◆ WHAT YOU HAVE TO DO ◆
Each entry needs to be copied exactly, with nothing left out.

◆ ENTRIES PROVIDED ◆
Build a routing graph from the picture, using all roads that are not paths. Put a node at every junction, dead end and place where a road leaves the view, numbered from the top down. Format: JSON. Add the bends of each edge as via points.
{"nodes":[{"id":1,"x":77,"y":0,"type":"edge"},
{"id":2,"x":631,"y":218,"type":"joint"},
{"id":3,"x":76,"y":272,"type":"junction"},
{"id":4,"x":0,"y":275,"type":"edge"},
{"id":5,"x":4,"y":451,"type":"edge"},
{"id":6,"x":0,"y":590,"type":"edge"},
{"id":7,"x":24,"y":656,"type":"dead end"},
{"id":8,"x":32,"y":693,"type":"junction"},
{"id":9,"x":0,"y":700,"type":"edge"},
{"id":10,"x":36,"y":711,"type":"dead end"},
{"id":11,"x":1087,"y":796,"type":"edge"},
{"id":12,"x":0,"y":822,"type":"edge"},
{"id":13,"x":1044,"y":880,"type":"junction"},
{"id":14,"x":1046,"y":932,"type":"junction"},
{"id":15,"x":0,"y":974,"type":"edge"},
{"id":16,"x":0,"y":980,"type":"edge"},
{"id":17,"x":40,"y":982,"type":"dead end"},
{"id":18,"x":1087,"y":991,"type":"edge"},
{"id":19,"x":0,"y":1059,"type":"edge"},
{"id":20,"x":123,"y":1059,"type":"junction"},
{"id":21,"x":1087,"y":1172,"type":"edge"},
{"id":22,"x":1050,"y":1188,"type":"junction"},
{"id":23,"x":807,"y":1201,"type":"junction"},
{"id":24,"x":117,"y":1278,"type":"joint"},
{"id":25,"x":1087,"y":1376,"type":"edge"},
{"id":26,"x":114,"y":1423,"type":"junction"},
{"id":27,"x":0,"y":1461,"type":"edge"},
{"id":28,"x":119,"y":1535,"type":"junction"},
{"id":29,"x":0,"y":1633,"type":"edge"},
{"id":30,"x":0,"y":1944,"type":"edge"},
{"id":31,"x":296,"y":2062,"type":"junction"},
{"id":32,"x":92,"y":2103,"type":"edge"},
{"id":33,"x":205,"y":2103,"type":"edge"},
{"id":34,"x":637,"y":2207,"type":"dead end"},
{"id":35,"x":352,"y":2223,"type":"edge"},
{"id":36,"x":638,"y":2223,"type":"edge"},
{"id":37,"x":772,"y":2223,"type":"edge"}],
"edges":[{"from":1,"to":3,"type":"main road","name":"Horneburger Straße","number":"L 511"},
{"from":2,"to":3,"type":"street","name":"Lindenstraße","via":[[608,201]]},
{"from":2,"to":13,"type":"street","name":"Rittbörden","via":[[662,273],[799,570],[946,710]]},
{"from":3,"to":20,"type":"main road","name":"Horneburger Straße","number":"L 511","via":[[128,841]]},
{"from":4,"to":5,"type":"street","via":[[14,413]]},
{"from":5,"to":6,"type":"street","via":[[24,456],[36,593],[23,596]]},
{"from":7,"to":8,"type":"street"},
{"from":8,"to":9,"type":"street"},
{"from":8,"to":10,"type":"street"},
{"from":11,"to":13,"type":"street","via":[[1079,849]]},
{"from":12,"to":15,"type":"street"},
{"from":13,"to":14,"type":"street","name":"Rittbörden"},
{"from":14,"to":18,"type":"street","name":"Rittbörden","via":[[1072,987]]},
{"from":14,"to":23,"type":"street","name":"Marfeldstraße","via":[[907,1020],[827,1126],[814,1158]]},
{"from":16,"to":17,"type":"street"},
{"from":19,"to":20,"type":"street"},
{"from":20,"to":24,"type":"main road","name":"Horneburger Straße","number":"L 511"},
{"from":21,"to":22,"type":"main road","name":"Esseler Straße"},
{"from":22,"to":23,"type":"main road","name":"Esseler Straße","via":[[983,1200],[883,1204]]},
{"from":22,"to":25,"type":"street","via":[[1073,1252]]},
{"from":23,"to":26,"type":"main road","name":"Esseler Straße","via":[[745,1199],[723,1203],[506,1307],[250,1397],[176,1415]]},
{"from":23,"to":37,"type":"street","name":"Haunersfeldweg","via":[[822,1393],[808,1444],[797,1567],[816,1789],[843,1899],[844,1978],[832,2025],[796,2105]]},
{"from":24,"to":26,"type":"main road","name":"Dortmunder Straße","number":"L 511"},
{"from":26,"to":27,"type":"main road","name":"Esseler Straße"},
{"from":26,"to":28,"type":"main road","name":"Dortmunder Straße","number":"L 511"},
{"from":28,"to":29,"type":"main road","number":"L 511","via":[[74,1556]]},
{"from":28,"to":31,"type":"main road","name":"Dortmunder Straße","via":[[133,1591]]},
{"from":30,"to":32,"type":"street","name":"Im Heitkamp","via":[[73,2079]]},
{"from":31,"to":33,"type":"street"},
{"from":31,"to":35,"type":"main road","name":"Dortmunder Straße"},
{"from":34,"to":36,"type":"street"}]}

◆ TASK RESULT ◆
Build a routing graph from the picture, using all roads that are not paths. Put a node at every junction, dead end and place where a road leaves the view, numbered from the top down. Format: JSON. Add the bends of each edge as via points.
{"nodes":[{"id":1,"x":77,"y":0,"type":"edge"},
{"id":2,"x":631,"y":218,"type":"joint"},
{"id":3,"x":76,"y":272,"type":"junction"},
{"id":4,"x":0,"y":275,"type":"edge"},
{"id":5,"x":4,"y":451,"type":"edge"},
{"id":6,"x":0,"y":590,"type":"edge"},
{"id":7,"x":24,"y":656,"type":"dead end"},
{"id":8,"x":32,"y":693,"type":"junction"},
{"id":9,"x":0,"y":700,"type":"edge"},
{"id":10,"x":36,"y":711,"type":"dead end"},
{"id":11,"x":1087,"y":796,"type":"edge"},
{"id":12,"x":0,"y":822,"type":"edge"},
{"id":13,"x":1044,"y":880,"type":"junction"},
{"id":14,"x":1046,"y":932,"type":"junction"},
{"id":15,"x":0,"y":974,"type":"edge"},
{"id":16,"x":0,"y":980,"type":"edge"},
{"id":17,"x":40,"y":982,"type":"dead end"},
{"id":18,"x":1087,"y":991,"type":"edge"},
{"id":19,"x":0,"y":1059,"type":"edge"},
{"id":20,"x":123,"y":1059,"type":"junction"},
{"id":21,"x":1087,"y":1172,"type":"edge"},
{"id":22,"x":1050,"y":1188,"type":"junction"},
{"id":23,"x":807,"y":1201,"type":"junction"},
{"id":24,"x":117,"y":1278,"type":"joint"},
{"id":25,"x":1087,"y":1376,"type":"edge"},
{"id":26,"x":114,"y":1423,"type":"junction"},
{"id":27,"x":0,"y":1461,"type":"edge"},
{"id":28,"x":119,"y":1535,"type":"junction"},
{"id":29,"x":0,"y":1633,"type":"edge"},
{"id":30,"x":0,"y":1944,"type":"edge"},
{"id":31,"x":296,"y":2062,"type":"junction"},
{"id":32,"x":92,"y":2103,"type":"edge"},
{"id":33,"x":205,"y":2103,"type":"edge"},
{"id":34,"x":637,"y":2207,"type":"dead end"},
{"id":35,"x":352,"y":2223,"type":"edge"},
{"id":36,"x":638,"y":2223,"type":"edge"},
{"id":37,"x":772,"y":2223,"type":"edge"}],
"edges":[{"from":1,"to":3,"type":"main road","name":"Horneburger Straße","number":"L 511"},
{"from":2,"to":3,"type":"street","name":"Lindenstraße","via":[[608,201]]},
{"from":2,"to":13,"type":"street","name":"Rittbörden","via":[[662,273],[799,570],[946,710]]},
{"from":3,"to":20,"type":"main road","name":"Horneburger Straße","number":"L 511","via":[[128,841]]},
{"from":4,"to":5,"type":"street","via":[[14,413]]},
{"from":5,"to":6,"type":"street","via":[[24,456],[36,593],[23,596]]},
{"from":7,"to":8,"type":"street"},
{"from":8,"to":9,"type":"street"},
{"from":8,"to":10,"type":"street"},
{"from":11,"to":13,"type":"street","via":[[1079,849]]},
{"from":12,"to":15,"type":"street"},
{"from":13,"to":14,"type":"street","name":"Rittbörden"},
{"from":14,"to":18,"type":"street","name":"Rittbörden","via":[[1072,987]]},
{"from":14,"to":23,"type":"street","name":"Marfeldstraße","via":[[907,1020],[827,1126],[814,1158]]},
{"from":16,"to":17,"type":"street"},
{"from":19,"to":20,"type":"street"},
{"from":20,"to":24,"type":"main road","name":"Horneburger Straße","number":"L 511"},
{"from":21,"to":22,"type":"main road","name":"Esseler Straße"},
{"from":22,"to":23,"type":"main road","name":"Esseler Straße","via":[[983,1200],[883,1204]]},
{"from":22,"to":25,"type":"street","via":[[1073,1252]]},
{"from":23,"to":26,"type":"main road","name":"Esseler Straße","via":[[745,1199],[723,1203],[506,1307],[250,1397],[176,1415]]},
{"from":23,"to":37,"type":"street","name":"Haunersfeldweg","via":[[822,1393],[808,1444],[797,1567],[816,1789],[843,1899],[844,1978],[832,2025],[796,2105]]},
{"from":24,"to":26,"type":"main road","name":"Dortmunder Straße","number":"L 511"},
{"from":26,"to":27,"type":"main road","name":"Esseler Straße"},
{"from":26,"to":28,"type":"main road","name":"Dortmunder Straße","number":"L 511"},
{"from":28,"to":29,"type":"main road","number":"L 511","via":[[74,1556]]},
{"from":28,"to":31,"type":"main road","name":"Dortmunder Straße","via":[[133,1591]]},
{"from":30,"to":32,"type":"street","name":"Im Heitkamp","via":[[73,2079]]},
{"from":31,"to":33,"type":"street"},
{"from":31,"to":35,"type":"main road","name":"Dortmunder Straße"},
{"from":34,"to":36,"type":"street"}]}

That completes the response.